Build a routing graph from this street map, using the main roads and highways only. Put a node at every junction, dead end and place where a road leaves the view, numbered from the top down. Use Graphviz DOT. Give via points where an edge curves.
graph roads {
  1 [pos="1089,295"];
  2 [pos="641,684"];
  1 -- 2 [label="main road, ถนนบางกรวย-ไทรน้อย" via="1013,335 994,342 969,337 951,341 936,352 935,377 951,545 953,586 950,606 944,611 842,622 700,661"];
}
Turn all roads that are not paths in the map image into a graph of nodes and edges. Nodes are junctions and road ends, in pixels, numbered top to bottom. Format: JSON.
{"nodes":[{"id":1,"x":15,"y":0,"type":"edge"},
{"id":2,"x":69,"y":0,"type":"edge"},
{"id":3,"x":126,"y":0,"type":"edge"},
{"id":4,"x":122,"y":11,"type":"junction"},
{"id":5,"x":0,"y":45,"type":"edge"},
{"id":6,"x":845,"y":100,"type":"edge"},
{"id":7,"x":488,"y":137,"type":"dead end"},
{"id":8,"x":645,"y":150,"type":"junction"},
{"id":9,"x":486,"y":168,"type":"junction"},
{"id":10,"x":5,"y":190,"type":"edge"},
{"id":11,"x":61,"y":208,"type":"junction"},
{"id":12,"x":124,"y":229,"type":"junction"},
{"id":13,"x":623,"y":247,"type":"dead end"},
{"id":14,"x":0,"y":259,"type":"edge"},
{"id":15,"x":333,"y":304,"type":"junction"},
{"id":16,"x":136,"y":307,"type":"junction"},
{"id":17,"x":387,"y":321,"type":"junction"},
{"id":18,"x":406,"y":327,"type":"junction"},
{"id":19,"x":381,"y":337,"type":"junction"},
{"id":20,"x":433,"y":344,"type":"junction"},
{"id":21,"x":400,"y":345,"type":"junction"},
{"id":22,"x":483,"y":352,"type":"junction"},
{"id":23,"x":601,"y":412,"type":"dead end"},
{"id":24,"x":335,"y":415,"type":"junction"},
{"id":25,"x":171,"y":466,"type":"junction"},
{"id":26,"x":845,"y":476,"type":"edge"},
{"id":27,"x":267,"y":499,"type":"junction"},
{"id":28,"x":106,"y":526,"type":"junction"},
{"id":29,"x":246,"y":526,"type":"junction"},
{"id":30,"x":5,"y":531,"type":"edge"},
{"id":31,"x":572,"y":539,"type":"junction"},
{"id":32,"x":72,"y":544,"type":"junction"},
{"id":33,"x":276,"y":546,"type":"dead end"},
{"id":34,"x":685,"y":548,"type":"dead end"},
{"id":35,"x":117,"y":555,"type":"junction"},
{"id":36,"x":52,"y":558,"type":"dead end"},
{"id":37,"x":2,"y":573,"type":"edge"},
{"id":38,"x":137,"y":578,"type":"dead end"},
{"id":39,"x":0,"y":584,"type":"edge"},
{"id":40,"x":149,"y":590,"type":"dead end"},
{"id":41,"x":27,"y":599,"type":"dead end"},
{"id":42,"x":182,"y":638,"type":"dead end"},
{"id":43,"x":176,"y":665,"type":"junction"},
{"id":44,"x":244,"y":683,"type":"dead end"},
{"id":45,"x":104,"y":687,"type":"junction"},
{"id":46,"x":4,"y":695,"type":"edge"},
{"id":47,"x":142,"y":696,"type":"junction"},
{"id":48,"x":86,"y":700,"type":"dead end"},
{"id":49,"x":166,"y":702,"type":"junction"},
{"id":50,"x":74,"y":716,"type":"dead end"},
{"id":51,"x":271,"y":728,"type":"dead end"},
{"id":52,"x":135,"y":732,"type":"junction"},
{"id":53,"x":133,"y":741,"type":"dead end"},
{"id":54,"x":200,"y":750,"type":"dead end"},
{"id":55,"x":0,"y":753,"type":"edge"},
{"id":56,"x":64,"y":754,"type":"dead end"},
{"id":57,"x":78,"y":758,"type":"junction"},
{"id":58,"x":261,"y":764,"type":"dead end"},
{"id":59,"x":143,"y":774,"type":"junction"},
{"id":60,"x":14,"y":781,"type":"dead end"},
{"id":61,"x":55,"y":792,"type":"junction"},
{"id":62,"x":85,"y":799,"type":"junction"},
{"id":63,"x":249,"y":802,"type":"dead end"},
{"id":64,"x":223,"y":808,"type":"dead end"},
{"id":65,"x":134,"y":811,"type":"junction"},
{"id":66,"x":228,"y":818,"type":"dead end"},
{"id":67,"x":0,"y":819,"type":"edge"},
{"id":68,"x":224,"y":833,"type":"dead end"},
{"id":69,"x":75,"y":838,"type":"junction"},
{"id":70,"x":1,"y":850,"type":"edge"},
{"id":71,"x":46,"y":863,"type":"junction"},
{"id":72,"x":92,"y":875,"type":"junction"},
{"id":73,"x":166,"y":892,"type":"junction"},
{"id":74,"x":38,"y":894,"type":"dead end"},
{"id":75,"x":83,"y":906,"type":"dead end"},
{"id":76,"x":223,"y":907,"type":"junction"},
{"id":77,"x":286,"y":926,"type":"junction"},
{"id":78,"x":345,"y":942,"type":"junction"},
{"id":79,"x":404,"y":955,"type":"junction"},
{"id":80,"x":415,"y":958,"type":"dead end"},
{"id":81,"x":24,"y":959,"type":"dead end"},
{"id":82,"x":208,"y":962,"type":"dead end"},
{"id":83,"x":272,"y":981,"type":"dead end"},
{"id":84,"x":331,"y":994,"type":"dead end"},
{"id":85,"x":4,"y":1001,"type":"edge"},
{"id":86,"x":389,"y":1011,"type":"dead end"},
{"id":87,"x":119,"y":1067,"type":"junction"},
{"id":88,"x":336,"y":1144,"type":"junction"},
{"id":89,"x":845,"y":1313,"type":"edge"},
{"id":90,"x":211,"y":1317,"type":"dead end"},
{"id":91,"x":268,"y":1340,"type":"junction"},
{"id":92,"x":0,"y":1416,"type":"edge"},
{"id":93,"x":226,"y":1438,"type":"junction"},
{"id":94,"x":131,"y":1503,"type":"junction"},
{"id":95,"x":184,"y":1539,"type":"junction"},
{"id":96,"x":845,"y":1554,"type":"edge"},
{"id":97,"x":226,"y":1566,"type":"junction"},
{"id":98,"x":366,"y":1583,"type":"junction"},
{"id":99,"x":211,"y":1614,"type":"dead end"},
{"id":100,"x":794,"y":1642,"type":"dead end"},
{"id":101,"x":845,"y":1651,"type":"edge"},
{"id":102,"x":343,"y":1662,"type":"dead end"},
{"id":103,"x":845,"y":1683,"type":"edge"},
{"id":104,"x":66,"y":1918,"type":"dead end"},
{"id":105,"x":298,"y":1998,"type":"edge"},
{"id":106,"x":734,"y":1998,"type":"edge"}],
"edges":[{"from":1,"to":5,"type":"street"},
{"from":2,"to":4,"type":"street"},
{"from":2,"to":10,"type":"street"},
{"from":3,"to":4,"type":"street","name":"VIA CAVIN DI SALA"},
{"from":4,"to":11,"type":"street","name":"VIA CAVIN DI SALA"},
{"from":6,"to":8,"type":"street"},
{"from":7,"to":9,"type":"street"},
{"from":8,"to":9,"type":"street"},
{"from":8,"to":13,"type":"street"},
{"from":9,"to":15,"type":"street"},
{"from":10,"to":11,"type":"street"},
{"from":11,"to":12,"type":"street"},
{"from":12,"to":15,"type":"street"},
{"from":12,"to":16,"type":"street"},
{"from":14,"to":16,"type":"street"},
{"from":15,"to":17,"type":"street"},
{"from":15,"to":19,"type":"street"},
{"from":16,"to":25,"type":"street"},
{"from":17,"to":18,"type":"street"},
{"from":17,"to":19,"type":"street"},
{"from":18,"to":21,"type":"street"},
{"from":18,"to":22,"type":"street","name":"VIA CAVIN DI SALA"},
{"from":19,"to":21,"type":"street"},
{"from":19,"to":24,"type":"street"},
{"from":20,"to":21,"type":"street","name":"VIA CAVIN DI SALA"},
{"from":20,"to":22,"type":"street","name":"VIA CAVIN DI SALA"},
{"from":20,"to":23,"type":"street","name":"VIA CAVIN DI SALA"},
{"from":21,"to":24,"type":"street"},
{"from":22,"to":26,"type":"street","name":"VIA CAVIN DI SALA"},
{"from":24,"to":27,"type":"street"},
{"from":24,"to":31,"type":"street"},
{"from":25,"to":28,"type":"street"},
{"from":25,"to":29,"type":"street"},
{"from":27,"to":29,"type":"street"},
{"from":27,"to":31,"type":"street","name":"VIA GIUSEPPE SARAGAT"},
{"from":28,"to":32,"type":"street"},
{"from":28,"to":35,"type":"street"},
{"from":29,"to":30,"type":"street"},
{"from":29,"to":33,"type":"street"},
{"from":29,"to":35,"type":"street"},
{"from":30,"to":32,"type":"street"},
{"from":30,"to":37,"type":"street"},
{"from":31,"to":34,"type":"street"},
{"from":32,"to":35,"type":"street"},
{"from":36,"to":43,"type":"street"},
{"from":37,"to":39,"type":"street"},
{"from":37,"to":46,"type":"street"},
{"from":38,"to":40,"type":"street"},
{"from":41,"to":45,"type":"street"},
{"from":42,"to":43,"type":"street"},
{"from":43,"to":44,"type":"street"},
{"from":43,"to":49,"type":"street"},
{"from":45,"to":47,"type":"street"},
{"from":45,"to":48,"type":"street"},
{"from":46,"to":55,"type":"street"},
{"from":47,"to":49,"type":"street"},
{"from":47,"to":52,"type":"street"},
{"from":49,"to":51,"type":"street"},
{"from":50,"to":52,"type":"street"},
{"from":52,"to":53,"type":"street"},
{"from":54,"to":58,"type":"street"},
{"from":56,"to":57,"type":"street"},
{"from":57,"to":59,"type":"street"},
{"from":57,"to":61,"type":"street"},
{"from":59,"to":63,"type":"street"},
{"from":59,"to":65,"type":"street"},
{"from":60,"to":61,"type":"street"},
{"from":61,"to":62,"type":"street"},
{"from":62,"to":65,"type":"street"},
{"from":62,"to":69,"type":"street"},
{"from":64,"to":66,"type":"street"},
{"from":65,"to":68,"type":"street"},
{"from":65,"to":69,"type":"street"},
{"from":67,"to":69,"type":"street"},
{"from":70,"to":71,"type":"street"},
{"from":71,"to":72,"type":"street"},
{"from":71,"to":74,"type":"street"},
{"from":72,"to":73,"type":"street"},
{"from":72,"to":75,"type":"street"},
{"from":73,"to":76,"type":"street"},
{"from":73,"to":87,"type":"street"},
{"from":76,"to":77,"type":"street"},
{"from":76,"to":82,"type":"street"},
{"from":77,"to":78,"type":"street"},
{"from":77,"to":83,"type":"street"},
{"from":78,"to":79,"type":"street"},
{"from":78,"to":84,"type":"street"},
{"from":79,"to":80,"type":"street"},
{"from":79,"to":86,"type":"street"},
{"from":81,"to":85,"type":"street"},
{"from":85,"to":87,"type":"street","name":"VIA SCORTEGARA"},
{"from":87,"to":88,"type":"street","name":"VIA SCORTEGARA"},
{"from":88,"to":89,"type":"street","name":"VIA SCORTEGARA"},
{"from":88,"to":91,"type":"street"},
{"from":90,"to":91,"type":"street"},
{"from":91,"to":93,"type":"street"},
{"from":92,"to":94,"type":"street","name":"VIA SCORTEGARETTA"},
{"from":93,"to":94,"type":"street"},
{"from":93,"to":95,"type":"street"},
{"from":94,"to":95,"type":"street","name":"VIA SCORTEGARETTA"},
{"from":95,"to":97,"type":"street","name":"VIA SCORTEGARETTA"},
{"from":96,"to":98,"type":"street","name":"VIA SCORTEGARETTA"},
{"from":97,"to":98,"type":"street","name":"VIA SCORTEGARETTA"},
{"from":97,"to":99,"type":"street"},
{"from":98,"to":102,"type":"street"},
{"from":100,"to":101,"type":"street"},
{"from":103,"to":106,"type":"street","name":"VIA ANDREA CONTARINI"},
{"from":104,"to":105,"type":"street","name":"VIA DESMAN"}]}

**Assignment:** Using the string "roads" as the search term, count the lines of the data above that hold it and report that number alone.

**Result of the task:** 3